There were 901 housing units, of which 4.2% were vacant. The homeowner vacancy rate was 0.8% and the rental vacancy rate was 6.1%.

Hopelawn CDP, New Jersey – Racial and ethnic composition Note: the US Census treats Hispanic/Latino as an ethnic category. This table excludes Latinos from the racial categories and assigns them to a separate category. Hispanics/Latinos may be of any race.
| Race / Ethnicity (NH = Non-Hispanic) | Pop 2020 | 2020 |
|---|---|---|
| White alone (NH) | 890 | 34.19% |
| Black or African American alone (NH) | 109 | 4.19% |
| Native American or Alaska Native alone (NH) | 1 | 0.04% |
| Asian alone (NH) | 120 | 4.61% |
| Native Hawaiian or Pacific Islander alone (NH) | 0 | 0.00% |
| Other race alone (NH) | 37 | 1.42% |
| Mixed race or Multiracial (NH) | 62 | 2.38% |
| Hispanic or Latino (any race) | 1,384 | 53.17% |
| Total | 2,603 | 100.00% |

==Hopelawn Volunteer Engine Co. #1==

Hopelawn Engine Co. No. 1 was organized December 3, 1914, as the Hopelawn Fire Department No. 1.
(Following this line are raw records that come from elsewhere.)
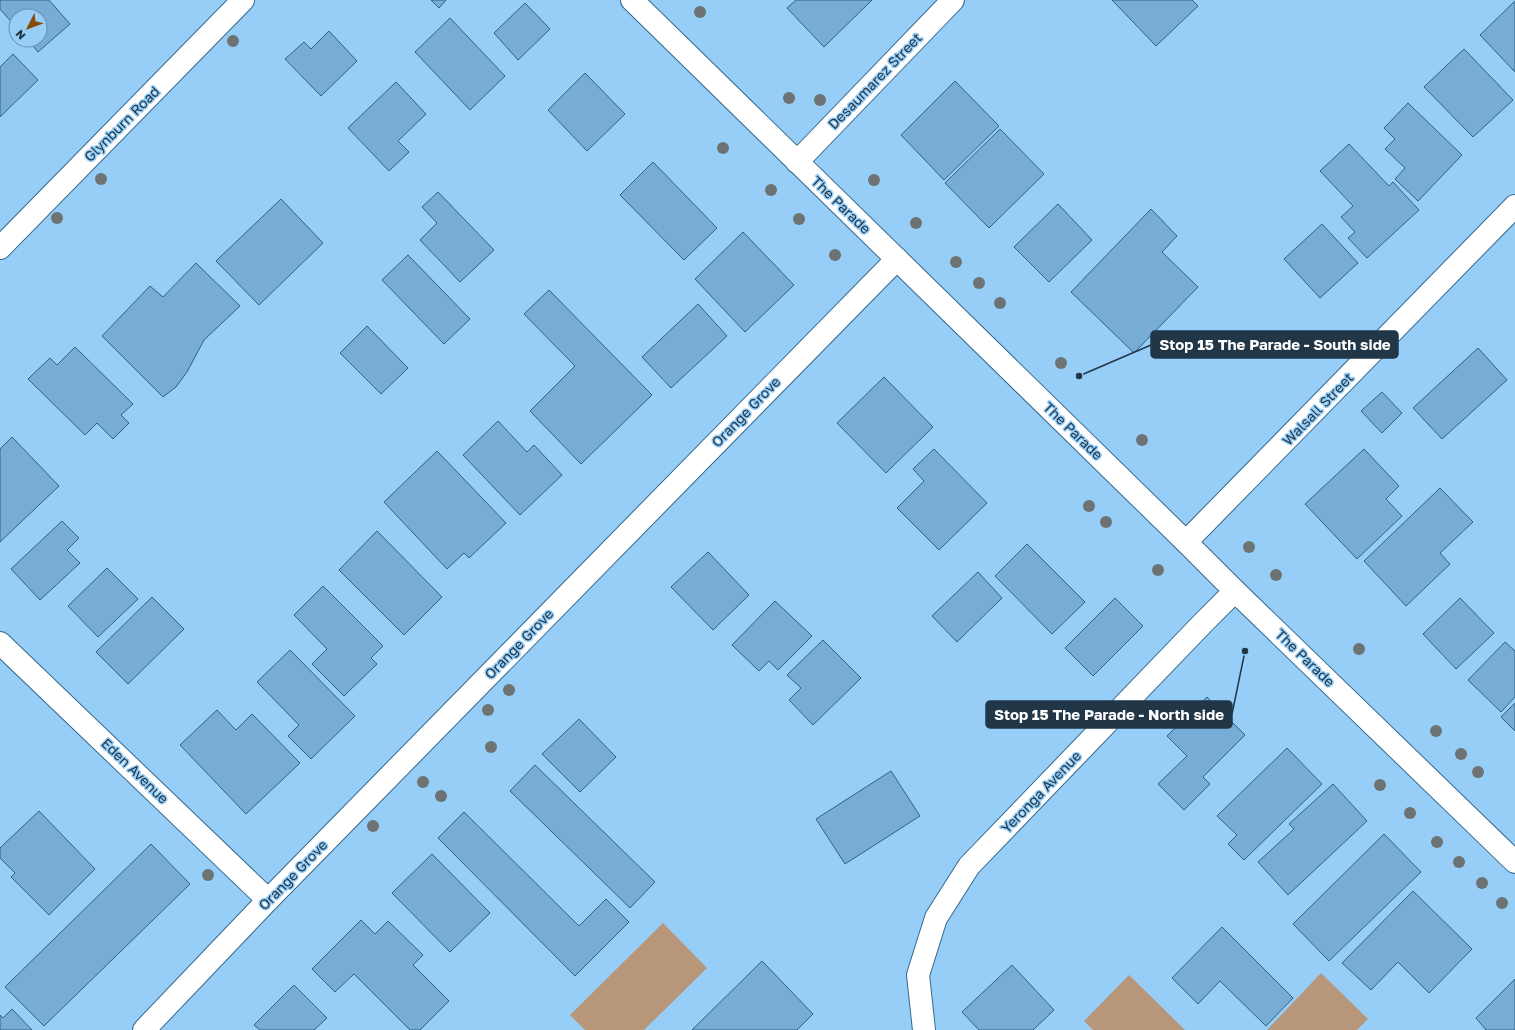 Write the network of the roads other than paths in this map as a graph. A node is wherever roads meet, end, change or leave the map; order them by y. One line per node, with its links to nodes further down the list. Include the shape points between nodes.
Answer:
1 (243, 0): 6 (street, Glynburn Road)
2 (632, 0): 4 (street, The Parade)
3 (953, 0): 4 (street, Desaumarez Street)
4 (797, 162): 7 (street, The Parade)
5 (1515, 206): 8 (street, Walsall Street)
6 (0, 248)
7 (897, 259): 8 (street, The Parade); 12 (street, Orange Grove)
8 (1186, 542): 9 (street, The Parade)
9 (1235, 591): 11 (street, The Parade); 14 (street, Yeronga Avenue, via 969,866 936,918 918,975)
10 (0, 643): 12 (street, Eden Avenue)
11 (1515, 862)
12 (268, 900): 13 (street, Orange Grove)
13 (144, 1030)
14 (924, 1030) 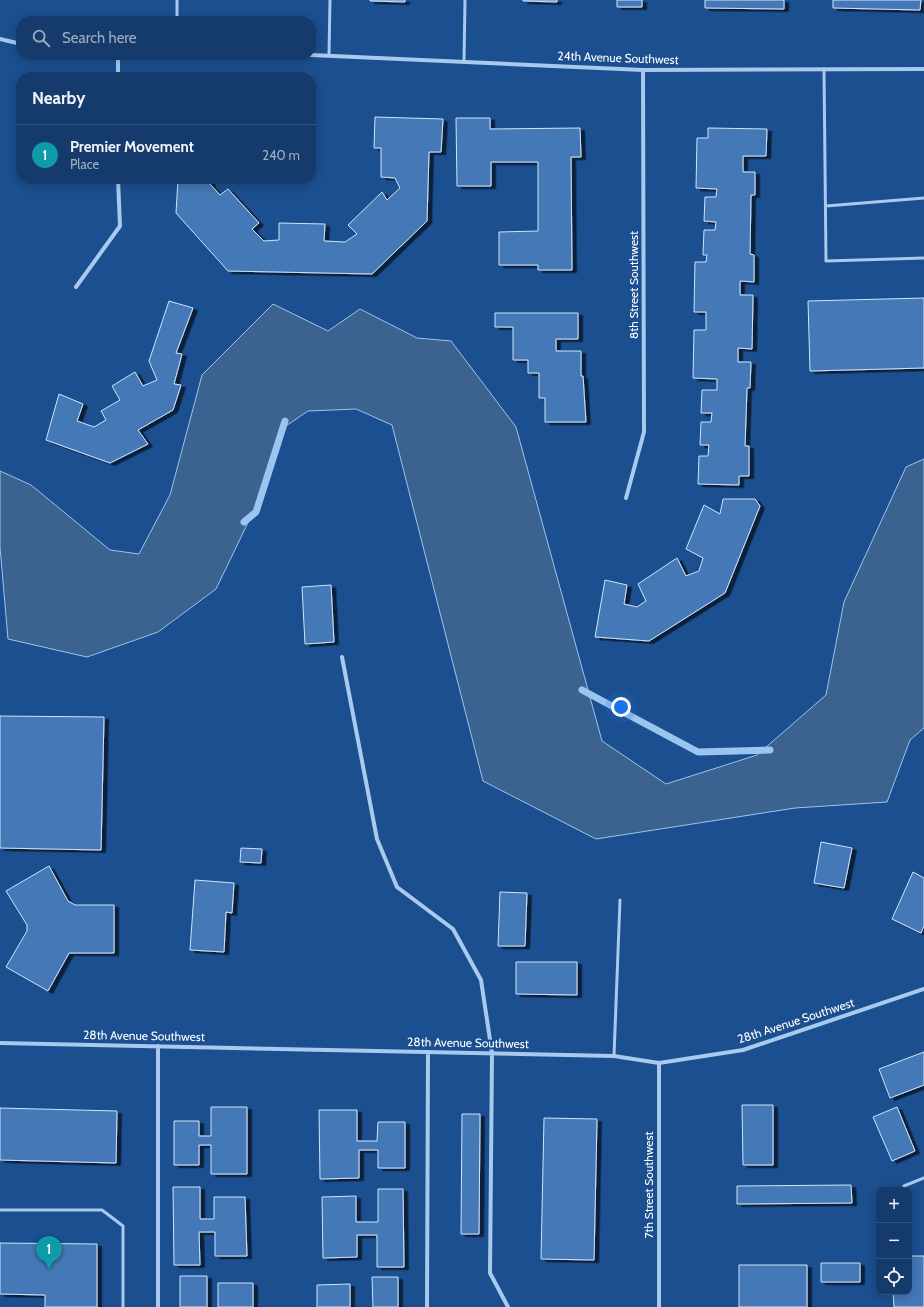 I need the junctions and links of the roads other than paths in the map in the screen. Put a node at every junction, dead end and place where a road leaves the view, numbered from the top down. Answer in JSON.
{"nodes":[{"id":1,"x":178,"y":0,"type":"edge"},
{"id":2,"x":330,"y":0,"type":"edge"},
{"id":3,"x":465,"y":0,"type":"edge"},
{"id":4,"x":177,"y":16,"type":"edge"},
{"id":5,"x":0,"y":38,"type":"edge"},
{"id":6,"x":16,"y":43,"type":"edge"},
{"id":7,"x":316,"y":55,"type":"edge"},
{"id":8,"x":329,"y":55,"type":"junction"},
{"id":9,"x":118,"y":60,"type":"edge"},
{"id":10,"x":464,"y":61,"type":"junction"},
{"id":11,"x":924,"y":68,"type":"edge"},
{"id":12,"x":824,"y":69,"type":"junction"},
{"id":13,"x":643,"y":70,"type":"junction"},
{"id":14,"x":118,"y":72,"type":"edge"},
{"id":15,"x":118,"y":184,"type":"edge"},
{"id":16,"x":924,"y":198,"type":"edge"},
{"id":17,"x":826,"y":206,"type":"junction"},
{"id":18,"x":924,"y":258,"type":"edge"},
{"id":19,"x":76,"y":287,"type":"dead end"},
{"id":20,"x":626,"y":498,"type":"dead end"},
{"id":21,"x":342,"y":657,"type":"dead end"},
{"id":22,"x":620,"y":900,"type":"dead end"},
{"id":23,"x":924,"y":989,"type":"edge"},
{"id":24,"x":0,"y":1043,"type":"edge"},
{"id":25,"x":158,"y":1046,"type":"junction"},
{"id":26,"x":428,"y":1052,"type":"junction"},
{"id":27,"x":492,"y":1053,"type":"junction"},
{"id":28,"x":614,"y":1056,"type":"junction"},
{"id":29,"x":659,"y":1063,"type":"junction"},
{"id":30,"x":924,"y":1178,"type":"edge"},
{"id":31,"x":904,"y":1187,"type":"edge"},
{"id":32,"x":0,"y":1210,"type":"edge"},
{"id":33,"x":123,"y":1307,"type":"edge"},
{"id":34,"x":158,"y":1307,"type":"edge"},
{"id":35,"x":427,"y":1307,"type":"edge"},
{"id":36,"x":508,"y":1307,"type":"edge"},
{"id":37,"x":659,"y":1307,"type":"edge"}],
"edges":[{"from":1,"to":4,"type":"lane"},
{"from":2,"to":8,"type":"lane"},
{"from":3,"to":10,"type":"lane"},
{"from":5,"to":6,"type":"street"},
{"from":7,"to":8,"type":"street","name":"24th Avenue Southwest"},
{"from":8,"to":10,"type":"street","name":"24th Avenue Southwest"},
{"from":9,"to":14,"type":"street"},
{"from":10,"to":13,"type":"street","name":"24th Avenue Southwest"},
{"from":11,"to":12,"type":"street","name":"24th Avenue Southwest"},
{"from":12,"to":13,"type":"street","name":"24th Avenue Southwest"},
{"from":12,"to":17,"type":"lane"},
{"from":13,"to":20,"type":"street","name":"8th Street Southwest"},
{"from":15,"to":19,"type":"street"},
{"from":16,"to":17,"type":"lane"},
{"from":17,"to":18,"type":"lane"},
{"from":21,"to":27,"type":"street"},
{"from":22,"to":28,"type":"lane"},
{"from":23,"to":29,"type":"street","name":"28th Avenue Southwest"},
{"from":24,"to":25,"type":"street","name":"28th Avenue Southwest"},
{"from":25,"to":26,"type":"street","name":"28th Avenue Southwest"},
{"from":25,"to":34,"type":"street"},
{"from":26,"to":27,"type":"street","name":"28th Avenue Southwest"},
{"from":26,"to":35,"type":"street"},
{"from":27,"to":28,"type":"street","name":"28th Avenue Southwest"},
{"from":27,"to":36,"type":"street"},
{"from":28,"to":29,"type":"street","name":"28th Avenue Southwest"},
{"from":29,"to":37,"type":"street","name":"7th Street Southwest"},
{"from":30,"to":31,"type":"lane"},
{"from":32,"to":33,"type":"lane"}]} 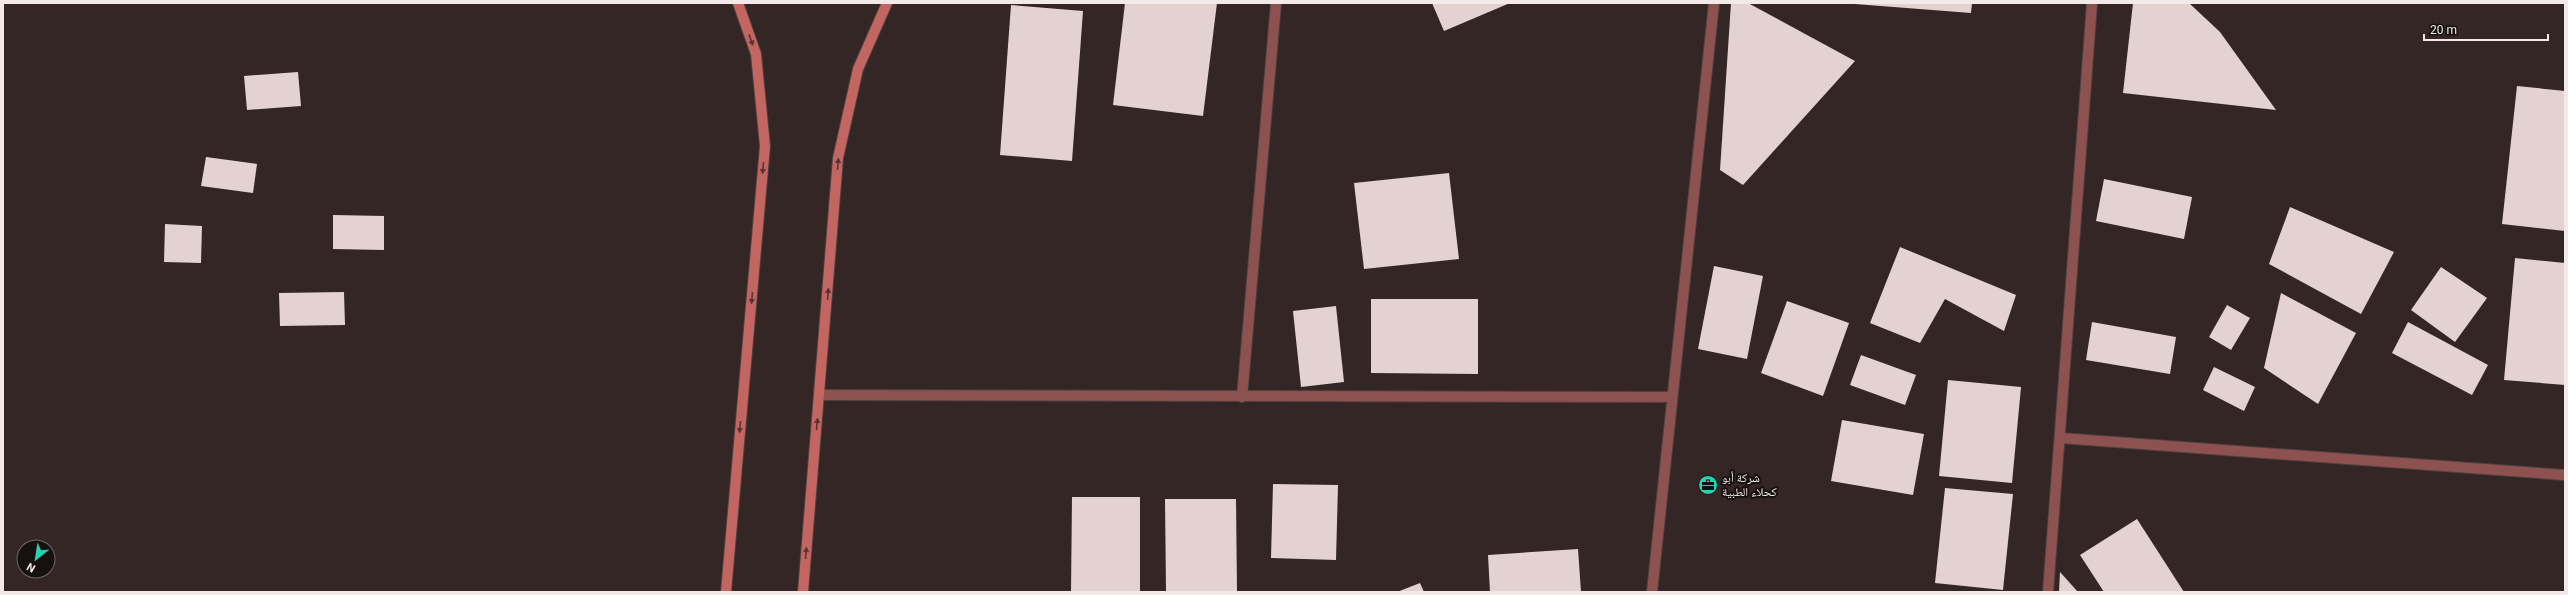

The first headquarters was in Ed O'Brien's barber shop on Florida Grove Road and the equipment was one dozen buckets. The first fire, a few weeks after organizing, was about a half mile at Al Black's farm, All the members responded, running with their buckets to put out the hay barn fire. Buckets were used until 1916 when the Fords fire commissioners purchased a chemical wagon which was pulled by manpower

The next fire was at the McHose building on the corner of Florida Grove Road and New Brunswick Avenue, and the firemen were able to save the building.

New equipment was purchased and housed in Barrett's barn on the corner of Florida Grove Road and May Street. An alarm system consisting of a locomotive wheel and hammer was also set up at this site. In 1918 lots were purchased on the corner of May and Charles Streets and the building was erected in 1921. Hopelawn's first fire chief was John Jancisko.

The Hopelawn First Aid Squad was organized in 1937 by the Hopelawn Engine Co #1.

==Notable people==
People who were born in, residents of, or otherwise closely associated with Hopelawn include:
- Lou Creekmur, a 1996 inductee of the Pro Football Hall of Fame in Canton, Ohio. Creekmur played for Woodbridge High School, College of William and Mary, and for ten years as an offensive lineman with the Detroit Lions. He was selected to play in eight Pro Bowls. Creekmur was also a radio broadcaster for the Miami Dolphins.